### How to complete this task:
After finding the line with "position:absolute; width:66px; margin:-33px;" in the entries below, retype exactly each line from there through the line with "font-size:45px; font-weight:800; line-height:1.1", including that final line.

[[ Supplied data open ]]

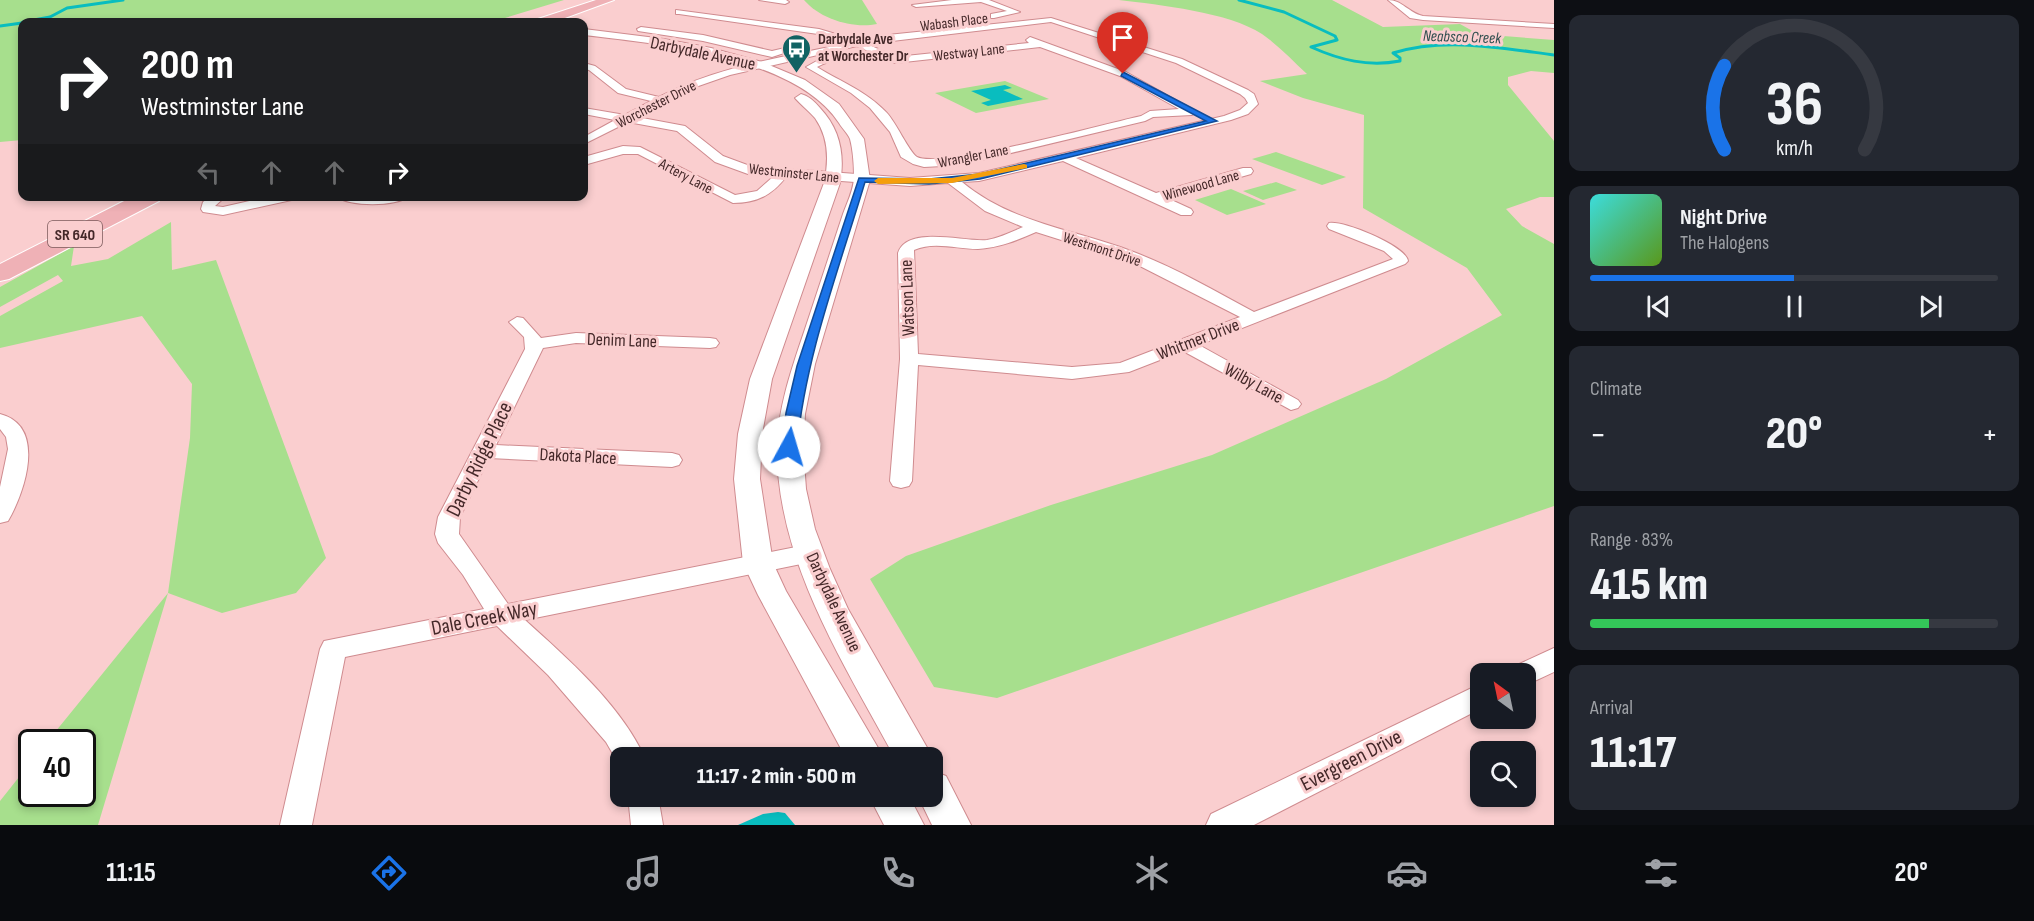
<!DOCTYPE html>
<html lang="en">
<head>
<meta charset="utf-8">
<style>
	:root { --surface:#171b24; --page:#242831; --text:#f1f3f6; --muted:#9ea1a6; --line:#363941; --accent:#1a73e8 }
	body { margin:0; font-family:"Sofia Sans Condensed",sans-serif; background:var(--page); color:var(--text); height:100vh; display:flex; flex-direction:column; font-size:22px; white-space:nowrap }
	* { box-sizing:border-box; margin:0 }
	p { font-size:20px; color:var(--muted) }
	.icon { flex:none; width:33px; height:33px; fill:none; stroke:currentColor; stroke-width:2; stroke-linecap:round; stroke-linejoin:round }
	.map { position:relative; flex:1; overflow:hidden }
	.drawer { display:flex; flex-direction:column; gap:15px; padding:15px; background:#0d0f14; width:480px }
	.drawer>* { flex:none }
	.guide { position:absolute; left:18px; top:18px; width:570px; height:183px; border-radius:12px; box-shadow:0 3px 9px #0003; background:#202124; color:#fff; overflow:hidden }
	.needle { width:39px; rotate:327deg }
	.fabs { position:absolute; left:1470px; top:663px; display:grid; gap:12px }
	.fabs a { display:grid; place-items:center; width:66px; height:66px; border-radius:12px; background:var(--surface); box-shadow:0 3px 9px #0003; font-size:30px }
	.speed { position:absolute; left:18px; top:729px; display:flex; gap:12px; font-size:30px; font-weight:700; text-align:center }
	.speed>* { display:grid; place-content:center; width:78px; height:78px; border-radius:50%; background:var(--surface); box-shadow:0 3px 9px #0003; line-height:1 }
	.speed .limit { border:3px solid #111; border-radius:9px; background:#fff; color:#111 }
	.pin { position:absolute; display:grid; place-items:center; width:51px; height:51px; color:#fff; margin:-62px -26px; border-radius:50% 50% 50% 0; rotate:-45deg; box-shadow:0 0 6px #0007 }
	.pin .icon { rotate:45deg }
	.me { position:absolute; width:66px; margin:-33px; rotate:6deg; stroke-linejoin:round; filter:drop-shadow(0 0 4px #0008) }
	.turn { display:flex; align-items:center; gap:21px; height:126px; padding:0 24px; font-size:27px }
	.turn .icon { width:78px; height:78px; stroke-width:2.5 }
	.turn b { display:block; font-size:42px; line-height:51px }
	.lanes { display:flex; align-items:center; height:57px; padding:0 24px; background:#0003; justify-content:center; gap:30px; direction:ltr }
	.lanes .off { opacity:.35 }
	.big { font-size:45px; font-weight:800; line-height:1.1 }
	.drawer .tile { flex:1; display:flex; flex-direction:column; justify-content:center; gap:9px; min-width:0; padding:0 21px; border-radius:12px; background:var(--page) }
	.drawer .dial { align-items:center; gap:0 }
	.dial svg { height:156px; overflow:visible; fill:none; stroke:var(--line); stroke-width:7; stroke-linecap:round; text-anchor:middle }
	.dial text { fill:var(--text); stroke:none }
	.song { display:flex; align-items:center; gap:18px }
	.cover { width:72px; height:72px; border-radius:9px; background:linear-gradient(135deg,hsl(180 70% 55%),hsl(90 70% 35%)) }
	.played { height:6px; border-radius:3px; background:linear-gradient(90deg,var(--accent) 50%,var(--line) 50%) }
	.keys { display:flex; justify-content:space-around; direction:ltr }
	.heat { display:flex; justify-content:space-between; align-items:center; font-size:33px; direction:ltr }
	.charge { height:9px; border-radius:4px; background:linear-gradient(90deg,#34c759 83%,var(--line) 0) }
	.trip { position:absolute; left:610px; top:747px; width:333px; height:60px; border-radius:12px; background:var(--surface); box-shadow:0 3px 9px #0003; font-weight:800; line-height:60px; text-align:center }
	.menu { display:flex; height:96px; justify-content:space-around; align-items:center; background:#090b0e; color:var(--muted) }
	.menu .icon { width:42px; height:42px }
	.menu .active { color:var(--accent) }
	.menu b { font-size:27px; color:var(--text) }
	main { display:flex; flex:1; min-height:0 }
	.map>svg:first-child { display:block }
</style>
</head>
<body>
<main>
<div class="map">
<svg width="1554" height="825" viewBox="0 0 1554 825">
	<rect width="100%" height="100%" fill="#facecf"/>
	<g fill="#a7df8d">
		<polygon points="0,0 564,0 492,22 22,22 22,140 0,142"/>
		<path d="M804,0H862L877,24C853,29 820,19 804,0Z"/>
		<path d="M1119,0H1332L1383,27L1460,24L1478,34L1554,40V73L1531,71L1508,77V85L1554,141V197H1540L1506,209L1522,226L1554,244V506L997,698L934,687L870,579L906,556L1051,505L1212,455L1386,379L1502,315L1467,268L1363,208L1364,115L1303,98L1260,81L1307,74C1293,61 1278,45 1262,34C1228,12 1160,5 1119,0Z"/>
		<polygon points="1005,81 1049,99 976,113 935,93"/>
		<polygon points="1276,152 1346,177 1322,185 1252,159"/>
		<polygon points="1276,182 1297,190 1263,200 1243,191"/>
		<polygon points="1231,189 1266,204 1227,215 1195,200"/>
		<polygon points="171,222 172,270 216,260 326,558 296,593 222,613 168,593 98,825 0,825 0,801 31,762 32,794 82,794 82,742 47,742 168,593 190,438 192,384 142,316 0,348 0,316 63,281 58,275 0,307 0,287 74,246 71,266 108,259"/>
	</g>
	<g fill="#09bdbf">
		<polygon points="1005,85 1012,88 1003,90 1023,99 988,106 981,103 991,100 971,91"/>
		<polygon points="778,812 785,813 795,825 738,825 763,814"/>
	</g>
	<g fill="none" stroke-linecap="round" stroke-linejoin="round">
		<g stroke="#09bdbf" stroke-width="3">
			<path d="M1239,0L1284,12L1335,36L1337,40L1311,47C1340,60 1368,67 1400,61V58L1393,53C1445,37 1501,48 1554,55"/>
			<polyline points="23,22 50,17 67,8 123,0"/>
			<polyline points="0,26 22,23"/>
		</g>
		<defs>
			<g id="minor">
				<polygon points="759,0 786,0 789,2 785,4"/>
				<polygon points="952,0 989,0 1020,12 994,18 991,18 991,14 1007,11 981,2 916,7 912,5"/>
				<path d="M1388,0C1402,0 1409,13 1423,16L1554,24V28L1423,20L1410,18Z"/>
				<path d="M676,10L819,29L859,41L878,36L1051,18L1182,59L1248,90L1254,94L1258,104L1248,114L1231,120L1076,158L1156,193L1243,168H1251L1253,171L1251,174L1167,198L1191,209L1193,212L1191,215H1181L1063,161L979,181L962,182C1011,223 1073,229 1131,251C1174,267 1213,290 1254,312L1393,259L1384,251L1329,229L1327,226L1329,223C1343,220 1406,246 1408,261L1405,264L1199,345L1298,400L1301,404L1298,408L1291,410L1183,351L1129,372L1072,379L918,365L912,481L909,486L901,488L893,486L890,481L900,359L898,253C907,225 964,242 987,240C999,238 1011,232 1023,227L985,211L948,183L910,186L786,177C772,195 757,203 733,203L638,154H623L584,165V157L623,146L640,147L735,195L757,191L774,176L748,174L715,162L677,131L628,122L584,144V137L615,120L584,114V108L625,115L651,101L618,93L589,70L584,69V63L595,66L626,89L659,97C717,66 785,57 848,43L818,34L679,14H676ZM1051,22L1176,63L1240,94L1245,98L1248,103L1240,110L1224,116L979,173L910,178L750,166L723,156L685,126L637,117L687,90L730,75L857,46L868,51L822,58L806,67L851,93L870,108L890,132L901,157L913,164L924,167L961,165L1145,121L1153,117L1192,115L1197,112L1126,72L1030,37L1026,40L1029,43L896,57L867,44ZM1040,47L1120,76L1179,109L1150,111L1141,116C1105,124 940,169 917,157C909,152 896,122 886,112C866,91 841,82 817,67C833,58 858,55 876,56C882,56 889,61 895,63ZM1036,232L1134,263L1240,317L1120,363L1072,367L918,354L914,250C934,241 957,249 978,249C999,248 1018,240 1036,232Z"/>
				<polygon points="641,27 703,35 772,51 789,47 793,50 772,57 703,41 638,31 637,29"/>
				<polygon points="211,196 226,196 215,206 223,207 271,196 297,196 296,199 223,215 203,212 201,209 203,202"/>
				<path d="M336,196H409C396,207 349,207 336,196Z"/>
				<path d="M517,317L523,318L541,338L576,333L710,338L716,339L719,343L716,347L710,348L576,343L543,348L496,445L672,453L679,455L682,460L679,465L672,467L489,458L460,517L459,534L508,604L811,544L819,547L823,553L819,559L811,562L525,620C568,659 620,704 645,758H621V768L606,742L548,675L497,626L345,657L312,825H280L320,649L324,641L484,609L463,575L438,543L435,534L438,517L525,349L524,337L509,322Z"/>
				<path d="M0,414C47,426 25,492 8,521L0,523V487L8,449L6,437L0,429Z"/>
				<polygon points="1554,648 1554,672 1526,685 1526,674 1512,674 1515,666"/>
				<polygon points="1480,684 1480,709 1254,825 1206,825 1211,814"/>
				<polygon points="628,796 658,796 663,825 631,825"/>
			</g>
			<g id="tertiary">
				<path d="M584,29L664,39L711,48L762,62L805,80L839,104L864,139L870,180L815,364L805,414L803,448L806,489L815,529L830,569L848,609L933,758H895C843,662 777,561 777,448C778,402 796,357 810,314C821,281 832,247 843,214C847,203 854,189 854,177C854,166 853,150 850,139C848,134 842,128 839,123C795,56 658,44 584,35Z"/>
				<path d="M801,94C809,96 815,102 820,108C840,129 845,155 840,183L772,379L762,434L760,479L773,563L786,591L884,758H846L758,595L743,563L734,479L738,434L750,379L824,183C829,161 829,138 815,118C809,111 801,105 795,98Z"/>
				<polygon points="933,771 946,776 971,825 932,825 918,796 933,796"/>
				<polygon points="869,796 909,796 924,825 884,825"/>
			</g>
			<g id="primary">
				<polygon points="596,0 614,0 554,22 536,22 538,19"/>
				<polygon points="134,196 161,196 159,201 9,279 0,281 0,264"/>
			</g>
		</defs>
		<use href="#minor" stroke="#cf8b8f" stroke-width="2"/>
		<use href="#tertiary" stroke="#cf8b8f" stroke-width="2"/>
		<use href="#primary" stroke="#fff" stroke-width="2"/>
		<use href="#minor" fill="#fff" fill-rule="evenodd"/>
		<use href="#tertiary" fill="#fff" fill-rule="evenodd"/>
		<use href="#primary" fill="#efb1b6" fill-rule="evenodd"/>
	</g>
	<path fill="#1a73e8" stroke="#114b97" stroke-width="1.5" d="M1123,72L1217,121L980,179L929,184L865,182C839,269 805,357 797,447L795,451H784L782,447L786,413L797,366L859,178L929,179L980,174L1206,121L1121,76Z"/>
	<polygon fill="#f59e0b" points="1024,164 1027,165 1027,168 952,183 878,184 874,181 878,178 952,178"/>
	<defs>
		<symbol id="bus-pin" viewBox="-11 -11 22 30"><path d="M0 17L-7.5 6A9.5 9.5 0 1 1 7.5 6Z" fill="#116263" stroke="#facecf"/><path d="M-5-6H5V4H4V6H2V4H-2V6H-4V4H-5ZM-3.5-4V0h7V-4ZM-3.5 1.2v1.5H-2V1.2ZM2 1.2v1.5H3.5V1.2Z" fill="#fff"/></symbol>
	</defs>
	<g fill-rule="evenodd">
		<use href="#bus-pin" x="780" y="32" width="33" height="45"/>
	</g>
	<g text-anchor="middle" stroke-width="6" stroke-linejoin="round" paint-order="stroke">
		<g font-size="15" fill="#442829" stroke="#facecf">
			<text transform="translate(954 22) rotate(-7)" y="5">Wabash Place</text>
			<text transform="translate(969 52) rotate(-6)" y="5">Westway Lane</text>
			<text transform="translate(656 104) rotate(-27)" y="5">Worchester Drive</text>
			<text transform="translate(973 156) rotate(-11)" y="5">Wrangler Lane</text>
			<text transform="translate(794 173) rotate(6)" y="5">Westminster Lane</text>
			<text transform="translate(686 176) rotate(28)" y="5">Artery Lane</text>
			<text transform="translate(1201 185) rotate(-16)" y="5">Winewood Lane</text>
			<text transform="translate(1102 249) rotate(18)" y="5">Westmont Drive</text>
		</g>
		<g font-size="15" font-weight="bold" fill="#442829" stroke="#facecf" text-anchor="start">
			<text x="818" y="44">Darbydale Ave<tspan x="818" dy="17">at Worchester Dr</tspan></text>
		</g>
		<g font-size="16" font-style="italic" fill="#304f4f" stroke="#facecf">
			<text transform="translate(1462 36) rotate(2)" y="6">Neabsco Creek</text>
		</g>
		<rect fill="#facecf" stroke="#7b5a5b" stroke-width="1.5" x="48" y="221" width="54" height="26" rx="4.5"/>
		<g font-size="16" font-weight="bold" fill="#442829">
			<text x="75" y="240">SR 640</text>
		</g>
		<g font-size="18" fill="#442829" stroke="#facecf">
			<text transform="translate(703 53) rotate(12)" y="6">Darbydale Avenue</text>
			<text transform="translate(907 298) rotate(-92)" y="6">Watson Lane</text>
			<text transform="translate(1198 339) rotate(-21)" y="6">Whitmer Drive</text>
			<text transform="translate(622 340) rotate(2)" y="6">Denim Lane</text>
			<text transform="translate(1254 383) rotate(29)" y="6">Wilby Lane</text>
			<text transform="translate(578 456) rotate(3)" y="6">Dakota Place</text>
			<text transform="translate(834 602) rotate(65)" y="6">Darbydale Avenue</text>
		</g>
		<g font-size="21" fill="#442829" stroke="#facecf">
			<text transform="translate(479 459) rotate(-64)" y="7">Darby Ridge Place</text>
			<text transform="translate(484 618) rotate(-11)" y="7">Dale Creek Way</text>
			<text transform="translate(1351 760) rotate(-27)" y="7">Evergreen Drive</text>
		</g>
	</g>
</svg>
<div class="fabs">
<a><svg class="needle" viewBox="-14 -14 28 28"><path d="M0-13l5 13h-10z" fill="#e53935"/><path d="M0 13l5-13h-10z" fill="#9ea1a6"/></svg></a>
<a><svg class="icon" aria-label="search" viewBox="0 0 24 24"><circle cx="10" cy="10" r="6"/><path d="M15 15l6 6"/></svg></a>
</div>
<div class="speed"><div class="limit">40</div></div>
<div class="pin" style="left:1123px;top:74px;background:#d93025"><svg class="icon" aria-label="arrive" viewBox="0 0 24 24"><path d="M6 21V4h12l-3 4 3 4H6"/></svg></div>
<svg class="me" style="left:789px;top:447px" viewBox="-20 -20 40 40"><circle r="19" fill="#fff"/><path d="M0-13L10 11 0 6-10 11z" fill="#1a73e8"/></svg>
<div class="trip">11:17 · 2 min · 500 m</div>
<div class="guide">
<div class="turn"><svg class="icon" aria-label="right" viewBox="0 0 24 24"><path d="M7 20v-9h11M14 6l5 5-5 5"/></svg><div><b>200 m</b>Westminster Lane</div></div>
<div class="lanes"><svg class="icon off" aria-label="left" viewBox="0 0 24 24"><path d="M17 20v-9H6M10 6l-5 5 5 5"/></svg><svg class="icon off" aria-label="ahead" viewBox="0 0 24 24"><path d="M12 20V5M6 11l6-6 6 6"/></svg><svg class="icon off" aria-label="ahead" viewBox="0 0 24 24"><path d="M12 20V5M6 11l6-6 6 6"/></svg><svg class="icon" aria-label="right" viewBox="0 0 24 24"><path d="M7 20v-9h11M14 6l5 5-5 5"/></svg></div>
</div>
</div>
<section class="drawer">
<div class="tile dial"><svg viewBox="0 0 100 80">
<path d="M14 69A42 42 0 1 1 86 69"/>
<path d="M14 69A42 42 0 0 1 14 26" stroke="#1a73e8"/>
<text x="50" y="56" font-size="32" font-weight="700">36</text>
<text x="50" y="72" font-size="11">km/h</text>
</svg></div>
<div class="tile">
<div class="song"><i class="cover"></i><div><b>Night Drive</b><p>The Halogens</p></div></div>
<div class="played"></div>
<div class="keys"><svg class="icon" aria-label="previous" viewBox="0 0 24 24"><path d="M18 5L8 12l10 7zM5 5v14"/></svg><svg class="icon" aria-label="pause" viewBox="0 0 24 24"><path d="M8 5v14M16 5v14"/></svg><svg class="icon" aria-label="next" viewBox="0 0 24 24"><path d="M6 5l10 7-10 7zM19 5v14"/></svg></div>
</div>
<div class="tile"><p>Climate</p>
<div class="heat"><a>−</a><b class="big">20°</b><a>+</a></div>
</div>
<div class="tile"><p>Range · 83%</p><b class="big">415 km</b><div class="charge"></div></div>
<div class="tile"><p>Arrival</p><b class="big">11:17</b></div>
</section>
</main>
<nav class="menu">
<b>11:15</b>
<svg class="icon active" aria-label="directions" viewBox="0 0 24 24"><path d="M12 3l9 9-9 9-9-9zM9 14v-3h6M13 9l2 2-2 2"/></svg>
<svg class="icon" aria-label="music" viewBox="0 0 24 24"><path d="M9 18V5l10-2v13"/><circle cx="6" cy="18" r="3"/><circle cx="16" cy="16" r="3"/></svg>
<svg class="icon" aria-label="phone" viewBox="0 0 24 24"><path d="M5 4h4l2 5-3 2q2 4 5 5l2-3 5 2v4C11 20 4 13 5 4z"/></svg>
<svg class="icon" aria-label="climate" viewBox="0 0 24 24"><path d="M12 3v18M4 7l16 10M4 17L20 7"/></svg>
<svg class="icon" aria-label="car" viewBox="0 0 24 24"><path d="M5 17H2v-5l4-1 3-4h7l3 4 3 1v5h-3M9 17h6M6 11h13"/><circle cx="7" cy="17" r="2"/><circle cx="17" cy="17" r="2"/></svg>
<svg class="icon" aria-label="filters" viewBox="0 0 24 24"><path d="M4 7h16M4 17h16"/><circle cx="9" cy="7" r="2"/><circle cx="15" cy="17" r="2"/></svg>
<b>20°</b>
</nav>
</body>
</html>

[[ Supplied data closed ]]

### Your response:
	.me { position:absolute; width:66px; margin:-33px; rotate:6deg; stroke-linejoin:round; filter:drop-shadow(0 0 4px #0008) }
	.turn { display:flex; align-items:center; gap:21px; height:126px; padding:0 24px; font-size:27px }
	.turn .icon { width:78px; height:78px; stroke-width:2.5 }
	.turn b { display:block; font-size:42px; line-height:51px }
	.lanes { display:flex; align-items:center; height:57px; padding:0 24px; background:#0003; justify-content:center; gap:30px; direction:ltr }
	.lanes .off { opacity:.35 }
	.big { font-size:45px; font-weight:800; line-height:1.1 }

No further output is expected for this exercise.